Beyond `LIKE`: An Introduction to Full-Text Search
Learn what full-text search is, how it goes beyond simple string matching, and the core text analysis concepts like tokenization, stemming, and stop words that make it work.
Introduction: The Limits of LIKE
Imagine you're building a blog platform and you want to add a search feature. The simplest approach is to use the SQL LIKE operator:
SELECT * FROM articles WHERE content LIKE '%database%';
This works, but it's deeply flawed:
- It's slow: It requires a full table scan, reading the content of every article.
- It's inflexible: It won't find "databases". It won't find "database" if it's followed by a comma. It doesn't understand synonyms or context.
- It can't rank results: All matches are treated equally. An article that mentions "database" once is ranked the same as an article all about databases.
To provide a truly useful search experience, you need Full-Text Search (FTS). FTS is a set of techniques for searching and ranking text documents based on their content, not just simple string matching. It's the technology that powers everything from Google Search to the search bar in your favorite e-commerce app.
The Text Analysis Pipeline
The magic of FTS happens during the indexing process. Before any documents can be searched, they are passed through an analysis pipeline that breaks down the text into a searchable format. This process typically involves several key steps.
Let's walk through the pipeline with an example sentence: "The quick brown foxes are jumping over the lazy dogs."
1. Tokenization
The first step is to break the raw text into individual words or terms, called tokens.
- Input:
"The quick brown foxes are jumping over the lazy dogs." - Output Tokens:
[The, quick, brown, foxes, are, jumping, over, the, lazy, dogs]
2. Lowercase Filter
To make the search case-insensitive, all tokens are converted to lowercase.
- Input:
[The, quick, brown, foxes, are, jumping, over, the, lazy, dogs] - Output:
[the, quick, brown, foxes, are, jumping, over, the, lazy, dogs]
3. Stop Word Filtering
Stop words are common words that add little semantic value to a search (e.g., "the", "a", "is", "in"). These are removed to save space and improve performance.
- Input:
[the, quick, brown, foxes, are, jumping, over, the, lazy, dogs] - Output:
[quick, brown, foxes, jumping, over, lazy, dogs]

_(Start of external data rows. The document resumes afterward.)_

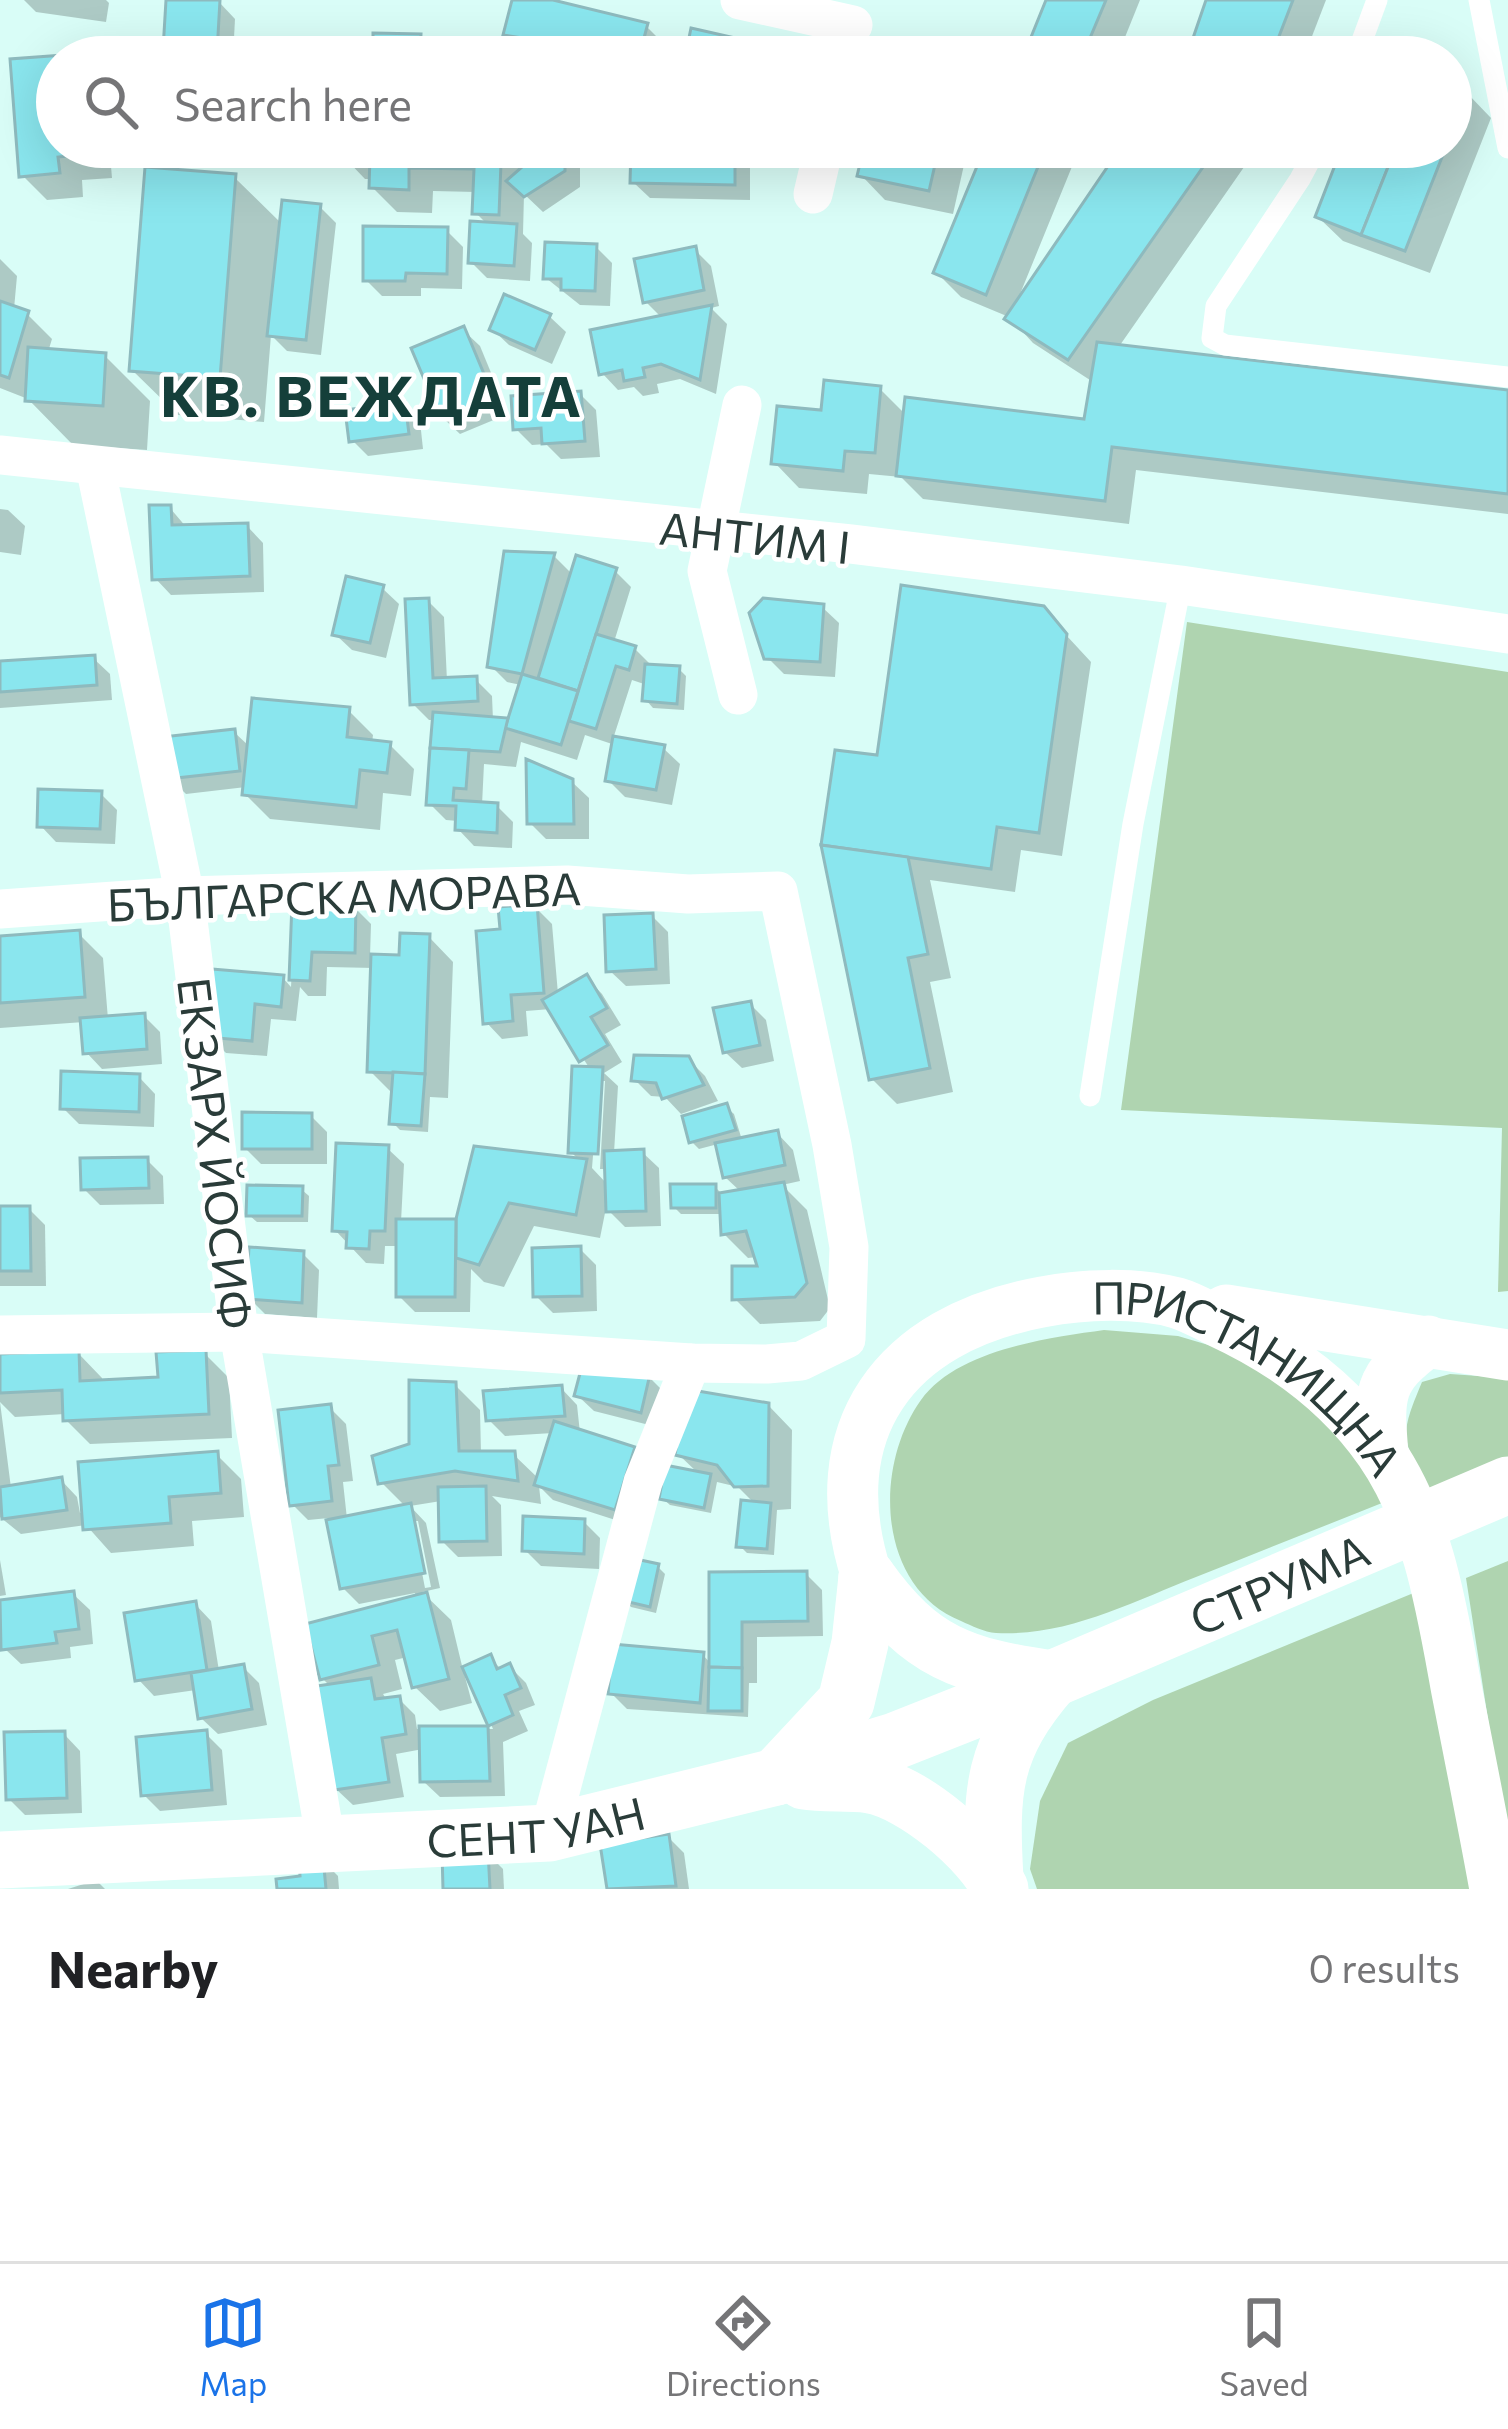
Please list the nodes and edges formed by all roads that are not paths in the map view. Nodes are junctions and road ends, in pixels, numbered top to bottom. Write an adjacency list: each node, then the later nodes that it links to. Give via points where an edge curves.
1 (740, 0): 4 (street)
2 (1377, 0): 5 (lane)
3 (1479, 0): 6 (lane)
4 (852, 27)
5 (1364, 36)
6 (1508, 148)
7 (819, 168): 9 (street)
8 (1306, 168): 10 (lane, via 1216,306 1212,338)
9 (813, 194)
10 (1508, 377)
11 (742, 404): 14 (street)
12 (0, 455): 13 (street, АНТИМ I)
13 (95, 466): 14 (street, АНТИМ I); 18 (street, ЕКЗАРХ ЙОСИФ)
14 (715, 532): 15 (street, АНТИМ I); 17 (street, via 707,571)
15 (1181, 585): 16 (street, АНТИМ I); 20 (lane)
16 (1508, 634)
17 (738, 695)
18 (185, 896): 19 (street, БЪЛГАРСКА МОРАВА); 22 (street, ЕКЗАРХ ЙОСИФ); 26 (street, БЪЛГАРСКА МОРАВА, via 567,885 778,892 849,1247 846,1339 801,1361)
19 (0, 909)
20 (1090, 1096)
21 (1178, 1304): 24 (street); 27 (street, ПРИСТАНИЩНА, via 1272,1349 1320,1383); 29 (street, ПРИСТАНИЩНА, via 1117,1296 1007,1308 960,1325 890,1378 871,1410 851,1478 851,1519)
22 (239, 1332): 23 (street); 26 (street); 33 (street, ЕКЗАРХ ЙОСИФ)
23 (0, 1335)
24 (1428, 1341): 25 (street); 27 (street, via 1388,1377 1379,1402)
25 (1508, 1355)
26 (691, 1363): 32 (street, via 644,1481)
27 (1383, 1454): 38 (street, ПРИСТАНИЩНА, via 1427,1546)
28 (1508, 1485): 30 (main road, СТРУМА)
29 (867, 1577): 30 (main road, via 934,1648 990,1670); 31 (main road, via 846,1702)
30 (1052, 1679): 31 (main road, СЕНТ УАН); 36 (main road, via 1008,1738 992,1818)
31 (776, 1777): 32 (main road, СЕНТ УАН); 36 (main road, via 875,1786 961,1838)
32 (549, 1832): 33 (main road, СЕНТ УАН)
33 (326, 1843): 34 (main road, СЕНТ УАН)
34 (96, 1855): 35 (main road, СЕНТ УАН); 37 (main road)
35 (0, 1860)
36 (998, 1884)
37 (19, 1889)
38 (1496, 1889)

4. Stemming and Lemmatization
This is the most critical step for understanding language. Its goal is to reduce words to their root form.
- Stemming: A crude, rule-based process of chopping off the end of words. For example, "jumping", "jumped", and "jumps" might all be stemmed to "jump". It's fast but can be inaccurate.
- Lemmatization: A more advanced, dictionary-based process that considers the word's part of speech to determine its root form (lemma). For example, it knows that "are" is a form of the verb "to be". It's more accurate but slower.
Let's apply stemming to our tokens:
- Input:
[quick, brown, foxes, jumping, over, lazy, dogs] - Output (Stems):
[quick, brown, fox, jump, over, lazi, dog]
These final, processed tokens are what get stored in the search index. When a user performs a search, their query goes through the exact same analysis pipeline. A search for "jumping foxes" becomes a search for the stems [jump, fox], which will match our processed document.
The Result: The Inverted Index
The output of this entire process is used to build an Inverted Index. This is the core data structure of a full-text search engine. It's a map where the keys are the processed terms (stems/lemmas) and the values are a list of documents that contain that term (and often the position of the term within the document).
We'll cover the Inverted Index in detail in the next article in this series.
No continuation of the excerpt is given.